Preserved Calabrian chilies have a lingering fruity heat to them, with salty and acidic background notes. I toss spoonfuls into vinaigrettes, pasta sauces, scrambled eggs, and more. XO has a lot of those same qualities, but with a crazy amount of can’t-quite-put-your-finger-on-it savory depth from the dried seafood and pork. I spoon it over rice and citrus salads, toss it with charred broccoli, stir it into bowls of noodles, and just eat it straight out of the jar. Good condiments will drastically improve your life, I promise.

Elazar Sontag, Assistant Editor

I eat mayonnaise the same way some people eat butter: with joy and extreme frequency. If I'm choosing a restaurant for breakfast, I'll scan the menu to find the house take on home fries—something I can use as a vehicle for creamy, thick mayo. And not the fancy stuff either. I have nothing against aioli, but what I'm really looking for is Hellmann's. I don't want to taste high-quality olive or avocado oil, or pick up a hint of seasoning in the emulsified mixture. I love the simplicity, the familiarity, the je-ne-sais-quoi flavor of inexpensive mayo.

While I'm sure nearly all of my coworkers would suggest that I make my own mayonnaise—and it really is delicious when made from scratch—there's nothing quite like sitting down for breakfast and eating a quarter cup of store-bought magic.

Paul Cline, VP of Product

My kitchen is almost never without a super-sized bottle of Tapatío. Sure, there are better hot sauces out there, but Tapatío hits the sweet spot (for me) between quality and price. Most of it probably winds up on eggs, but my favorite way to use it is sprinkling it over a giant bowl of salty, buttery popcorn.

Sho Spaeth, Features Editor

Overhead shot of a bowl of cucumber raita sprinkled with sliced scallions and cilantro leaves

Seems to me that any condiment worth its salt—and all good condiments are nicely salty—should pretty much work with anything savory. That being established, here are my thoughts on condiments:

  • Every finfish tastes better with soy sauce.
  • I make a simplified nuoc cham—just Red Boat fish sauce, lime, tons of dried and fresh chilies—and I put it on curries and fried rice, sure, but also any other kind of rice dishes, like pilafs, paella, takikomi gohan.
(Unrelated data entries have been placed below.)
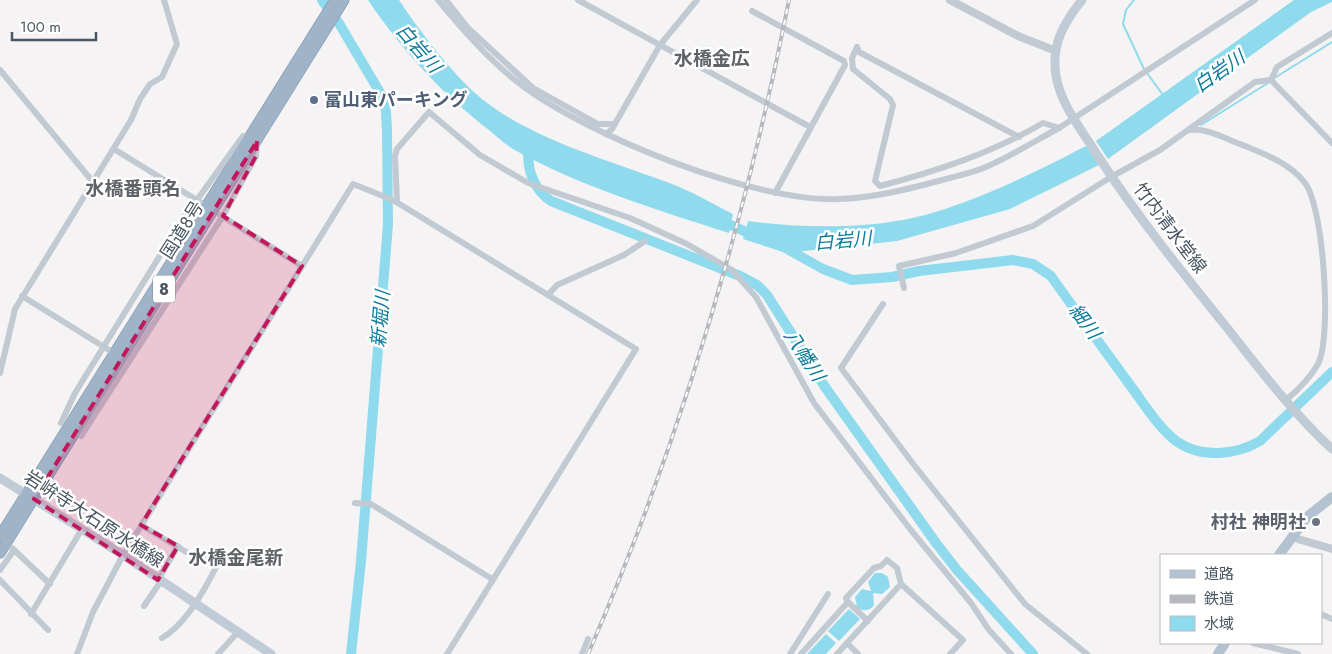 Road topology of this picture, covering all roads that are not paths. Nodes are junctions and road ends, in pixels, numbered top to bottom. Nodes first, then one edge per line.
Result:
1 (164, 0) edge
2 (335, 0) edge
3 (344, 0) edge
4 (438, 0) edge
5 (446, 0) edge
6 (578, 0) edge
7 (698, 0) edge
8 (950, 0) edge
9 (1082, 0) edge
10 (1255, 0) edge
11 (752, 11) dead end
12 (326, 22) junction
13 (1332, 33) edge
14 (660, 45) junction
15 (1056, 51) junction
16 (0, 70) edge
17 (1271, 80) junction
18 (1074, 119) junction
19 (614, 124) junction
20 (810, 127) junction
21 (1059, 128) junction
22 (1189, 130) junction
23 (606, 134) junction
24 (1018, 137) junction
25 (253, 139) junction
26 (1332, 142) edge
27 (114, 149) junction
28 (1111, 177) junction
29 (93, 182) junction
30 (775, 193) junction
31 (198, 201) junction
32 (395, 201) junction
33 (221, 215) junction
34 (645, 241) dead end
35 (302, 266) junction
36 (904, 288) dead end
37 (548, 295) junction
38 (22, 296) junction
39 (883, 304) dead end
40 (106, 348) junction
41 (0, 373) edge
42 (1285, 401) junction
43 (61, 423) dead end
44 (81, 436) dead end
45 (1332, 449) edge
46 (0, 478) edge
47 (29, 496) junction
48 (1332, 497) edge
49 (355, 503) dead end
50 (142, 525) junction
51 (82, 530) junction
52 (0, 536) edge
53 (1291, 538) junction
54 (178, 546) junction
55 (1332, 549) edge
56 (0, 553) edge
57 (1280, 554) edge
58 (123, 555) junction
59 (0, 570) edge
60 (492, 579) junction
61 (0, 580) edge
62 (159, 580) junction
63 (50, 584) junction
64 (902, 584) junction
65 (828, 594) dead end
66 (848, 602) junction
67 (194, 604) junction
68 (144, 606) dead end
69 (31, 614) junction
70 (868, 620) junction
71 (48, 630) dead end
72 (237, 633) junction
73 (162, 638) dead end
74 (588, 639) dead end
75 (847, 644) junction
76 (1258, 644) edge
77 (77, 654) edge
78 (218, 654) edge
79 (270, 654) edge
80 (447, 654) edge
81 (582, 654) edge
82 (790, 654) edge
83 (801, 654) edge
84 (838, 654) edge
85 (858, 654) edge
86 (950, 654) edge
87 (1011, 654) edge
88 (1087, 654) edge
89 (1298, 654) edge

1 - 27 street
2 - 12 highway, 国道8号 / 8
3 - 12 highway, 国道8号 / 8
4 - 23 street
5 - 19 street
6 - 14 street
7 - 14 street
8 - 15 street
9 - 15 main road, 竹内清水堂線
10 - 18 street
11 - 20 street
12 - 25 highway, 国道8号 / 8
13 - 17 street
14 - 19 street
14 - 20 street
15 - 18 main road, 竹内清水堂線
16 - 29 street
17 - 22 street
17 - 26 street
18 - 21 street
18 - 28 main road, 竹内清水堂線
19 - 23 street
20 - 30 street
21 - 24 street
21 - 30 street
22 - 28 street
22 - 42 street
23 - 30 street
24 - 24 street
25 - 31 street
25 - 33 street
25 - 47 highway, 国道8号 / 8
27 - 29 street
27 - 31 street
28 - 36 street
28 - 42 main road, 竹内清水堂線
29 - 38 street
31 - 40 street
32 - 35 street
32 - 37 street
32 - 87 street
33 - 35 street
33 - 44 street
34 - 37 street
35 - 50 street
37 - 60 street
38 - 40 street
38 - 41 street
39 - 88 street
40 - 43 street
42 - 45 main road, 竹内清水堂線
46 - 47 main road, 岩峅寺大石原水橋線
47 - 51 main road, 岩峅寺大石原水橋線
47 - 52 highway, 国道8号 / 8
47 - 56 highway, 国道8号 / 8
48 - 53 main road
49 - 60 street
50 - 54 street
50 - 58 street
51 - 58 main road, 岩峅寺大石原水橋線
51 - 63 street
53 - 55 street
53 - 57 main road
54 - 62 street
54 - 67 street
58 - 62 main road, 岩峅寺大石原水橋線
58 - 77 street
59 - 63 street
60 - 80 street
61 - 69 street
62 - 67 main road, 岩峅寺大石原水橋線
62 - 68 street
63 - 69 street
64 - 66 street
64 - 70 street
64 - 86 street
65 - 82 street
66 - 70 street
66 - 83 street
67 - 72 main road, 岩峅寺大石原水橋線
67 - 73 street
69 - 71 street
70 - 75 street
72 - 78 street
72 - 79 main road, 岩峅寺大石原水橋線
74 - 81 street
75 - 84 street
75 - 85 street
76 - 89 street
Also on beef, pork, fish—whatever, although it's particularly good with stuff that's a little oily.
  • Same thing goes for chimichurri and chimichurri-ish things—tons of chopped (not blitzed) fresh, soft herbs, plus garlic, chilies, red wine vinegar, and olive oil.
  • I tend to use (good) olive oil as a condiment for any pasta dish and most salads, especially since I fully came to understand olive oil as a fresh product that needs to be used quite quickly once you've opened a bottle.
  • Not so much a condiment in the way I eat it, but it's definitely a condiment—and I eat it pretty constantly, not really with other stuff, but while I'm eating other stuff—Indian chili pickle.
  • If I have toum around, I find ways to give myself heartburn with it daily.
  • I grew up in India and used to have a weird aversion to yogurt in all forms, but I've since come around a little bit, mostly because homemade raita is insanely good—if you add a ton of chilies and kala namak, and bits of fruit (I also dislike fruit generally, but not in raita), like pomegranate seeds or a fine dice of (salted) apple, or pickled mustard greens—with charred meats and heavily spiced (as in cumin- and coriander-spiced, not chili pepper–spiced) dishes.